By: Cliff Daigle
About two and a half years ago, I finished foiling out an EDH deck without paying cash for a single card. I was really proud of this. It’s a Grixis deck, tribal vampires with a lot of control elements. Foil shocks, filter lands, everything but duals and fetches, all traded for.
Recently I sold the three foil filter lands for $125, which is about three times the trade value I gave away to get them. This has taught me an important lesson: decks have value.
A lot of the MTG finance you read about deals with speculation. What will go up? What will go down? There’s an easier way to gain value, and that’s simply to put cards that are currently cheap into a place where you won’t remove them: decks you play.
Your cube will slowly grow in value. Your Commander deck will grow in value. Your Legacy burn deck will grow in value. Being in a deck just makes it less likely that you’ll take value out of it for a while.
Let’s get to some examples.
For anyone who wasn’t playing during Innistrad four years ago, this is annoying and amazing. A dozen Snapcaster Mages has about the same retail price as an Unlimited Mox Pearl.
Snapcasters were regularly found at $20 or $30 for the longest time. Really, that should have warned us. Tiago being a four-of all over the place in Eternal formats is an indicator too.
But if you played during Innistrad, and you put a Snapcaster in your Commander deck, or your cube, or a set of them into some wacky 60-card deck, then your value has gone up tremendously.
Lesson learned!
Today I want to try and look ahead four years. What’s (relatively) cheap now that could quadruple in value by 2019?
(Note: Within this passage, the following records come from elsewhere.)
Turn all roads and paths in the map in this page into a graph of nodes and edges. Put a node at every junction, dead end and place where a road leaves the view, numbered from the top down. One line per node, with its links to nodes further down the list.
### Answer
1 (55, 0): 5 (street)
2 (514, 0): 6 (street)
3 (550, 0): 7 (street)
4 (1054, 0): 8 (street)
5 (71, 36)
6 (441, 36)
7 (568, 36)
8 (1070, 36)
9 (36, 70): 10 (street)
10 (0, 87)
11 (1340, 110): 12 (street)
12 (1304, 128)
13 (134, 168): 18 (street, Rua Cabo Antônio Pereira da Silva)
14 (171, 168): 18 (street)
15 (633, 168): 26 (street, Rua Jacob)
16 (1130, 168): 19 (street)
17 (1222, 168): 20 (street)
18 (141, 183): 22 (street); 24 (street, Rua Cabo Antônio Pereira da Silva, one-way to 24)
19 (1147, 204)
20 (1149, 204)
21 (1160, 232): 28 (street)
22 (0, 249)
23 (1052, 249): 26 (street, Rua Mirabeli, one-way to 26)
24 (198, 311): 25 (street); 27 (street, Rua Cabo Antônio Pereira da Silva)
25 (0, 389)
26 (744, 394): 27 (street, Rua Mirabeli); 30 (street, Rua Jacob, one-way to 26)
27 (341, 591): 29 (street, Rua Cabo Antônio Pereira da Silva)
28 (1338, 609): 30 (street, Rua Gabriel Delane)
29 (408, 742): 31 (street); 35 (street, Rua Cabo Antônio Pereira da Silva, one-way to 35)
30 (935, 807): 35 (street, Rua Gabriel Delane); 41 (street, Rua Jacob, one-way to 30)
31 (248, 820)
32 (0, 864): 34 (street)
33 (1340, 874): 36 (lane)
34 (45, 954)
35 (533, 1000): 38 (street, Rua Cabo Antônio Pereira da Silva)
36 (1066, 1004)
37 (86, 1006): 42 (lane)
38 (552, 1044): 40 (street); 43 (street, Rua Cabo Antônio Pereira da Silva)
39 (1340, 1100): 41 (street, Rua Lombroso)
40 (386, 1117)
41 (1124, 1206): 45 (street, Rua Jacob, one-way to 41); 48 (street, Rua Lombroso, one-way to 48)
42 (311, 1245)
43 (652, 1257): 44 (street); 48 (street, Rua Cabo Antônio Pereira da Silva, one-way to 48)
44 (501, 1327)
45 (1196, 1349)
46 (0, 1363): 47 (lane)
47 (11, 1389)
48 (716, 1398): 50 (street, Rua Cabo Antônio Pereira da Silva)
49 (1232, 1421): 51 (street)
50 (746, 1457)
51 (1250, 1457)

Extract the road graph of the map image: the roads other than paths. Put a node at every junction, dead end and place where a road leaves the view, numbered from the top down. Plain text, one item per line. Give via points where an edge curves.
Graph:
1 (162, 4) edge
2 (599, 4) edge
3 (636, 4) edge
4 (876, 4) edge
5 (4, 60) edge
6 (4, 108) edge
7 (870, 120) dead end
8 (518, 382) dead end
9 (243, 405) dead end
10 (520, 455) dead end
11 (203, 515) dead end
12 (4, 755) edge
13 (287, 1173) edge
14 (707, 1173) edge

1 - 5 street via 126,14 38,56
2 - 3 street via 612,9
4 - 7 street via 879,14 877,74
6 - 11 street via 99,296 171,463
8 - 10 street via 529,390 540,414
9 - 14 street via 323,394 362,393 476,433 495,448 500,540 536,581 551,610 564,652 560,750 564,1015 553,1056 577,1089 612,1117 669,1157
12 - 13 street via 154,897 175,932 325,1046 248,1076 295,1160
Before I get to my picks, a word of warning: Wizards is getting more and more aggressive with their reprints. It’s often been said by people that Wizards makes no money off of the secondary market, but while that’s directly true, it’s also indirectly false.
Wizards makes a lot of money off of selling packs. Booster packs mainly, but Intro Packs, Clash Packs, Fat Packs, etc. all add up. They raised the MSRP of boosters on Modern Masters 2015 to $10 from $7 simply because they could. This is the purest of profit, as their design and production costs didn’t change appreciably.
When Wizards puts together a set with reprints of expensive cards, they know what they are doing. They know not every card should be expensive, and some cards have to be saved for next time. Innistrad block cards in the next Modern Masters will be an example. What will Snapcaster be by next summer, or perhaps mid 2017?
So these predictions are hinged on the cards not being reprinted, reserved list cards obviously excluded from that possibility.
Diamond Valley – At Worlds 2011, I traded ChannelFireball three Snapcasters and two Liliana of the Veil to get one Diamond Valley. The Innistrad cards have just gone up and up, while the Valley has just crept upwards. Considering what cards like Angus Mackenzie, Invoke Prejudice, and Guardian Beast are at, this is kind of undervalued right now. It’s got a ridiculously low supply and is a reserved list card, yet it hasn’t seen the mega-spike. Eventually, though, it will.
Gaea’s Cradle – Let me balance my bad trade with a good one. At GP Anaheim in 2012, I traded two Commander Scavenging Oozes for enough store credit to get a SP Gaea’s Cradle. At the time, Cradles were about $80, and this was a card my token deck desperately wanted. If there’s even a chance that you’ll want a Cradle for a cube or a deck or for Legacy play, get them now. Having the judge foil version helps a lot to give collectors a target, but the nonfoil at $180 is reasonable by today’s standards. This has a very good chance to just keep climbing up and up, likely doubling in the next 18 months.
Cavern of Souls – This is a mortal lock to get reprinted…eventually. Its current price is based on how often decks want a playset, its use in eternal and casual formats, and the underwhelming sales of Avacyn Restored as a set due to crappy limited play. It will go back down to the $15 range when it’s printed, but who knows exactly when that will be. Until then, it will keep climbing upwards. Seeing this at $100 at the start of 2017 wouldn’t shock me if it avoided a reprint before then.
Mikaeus, the Unhallowed – I think that given Magic’s history, we are 2-3 years from FTV: Zombies and this will be a $30-$40 card by then. It has a human ability that might not fit into many sets, as well as undying, a very specific ability. Reprinting this in Commander is much more likely, fitting this into a set with foil possibilities is much trickier.
Foil Shocklands and Fetchlands – I’ll keep banging this gong until people listen. Both of these are at their lowest points, for the Khans fetches and for the Return to Ravnica shocks. Get them now. Put them in every deck you can. You’ll thank me later, when these have done their own impressive rise.
MPR cards – I think that Wizards has done players a disservice by discontinuing the Magic Player Rewards cards, but they represent an opportunity. Some of the cards are dirt cheap, but other reprints might cause them to go up, as happened to Sign in Blood this past year. Picking up the textless cards on the cheap is an easy way to sock away value. Textless foils are also excellent targets, as they resist the financial hit of reprintings well.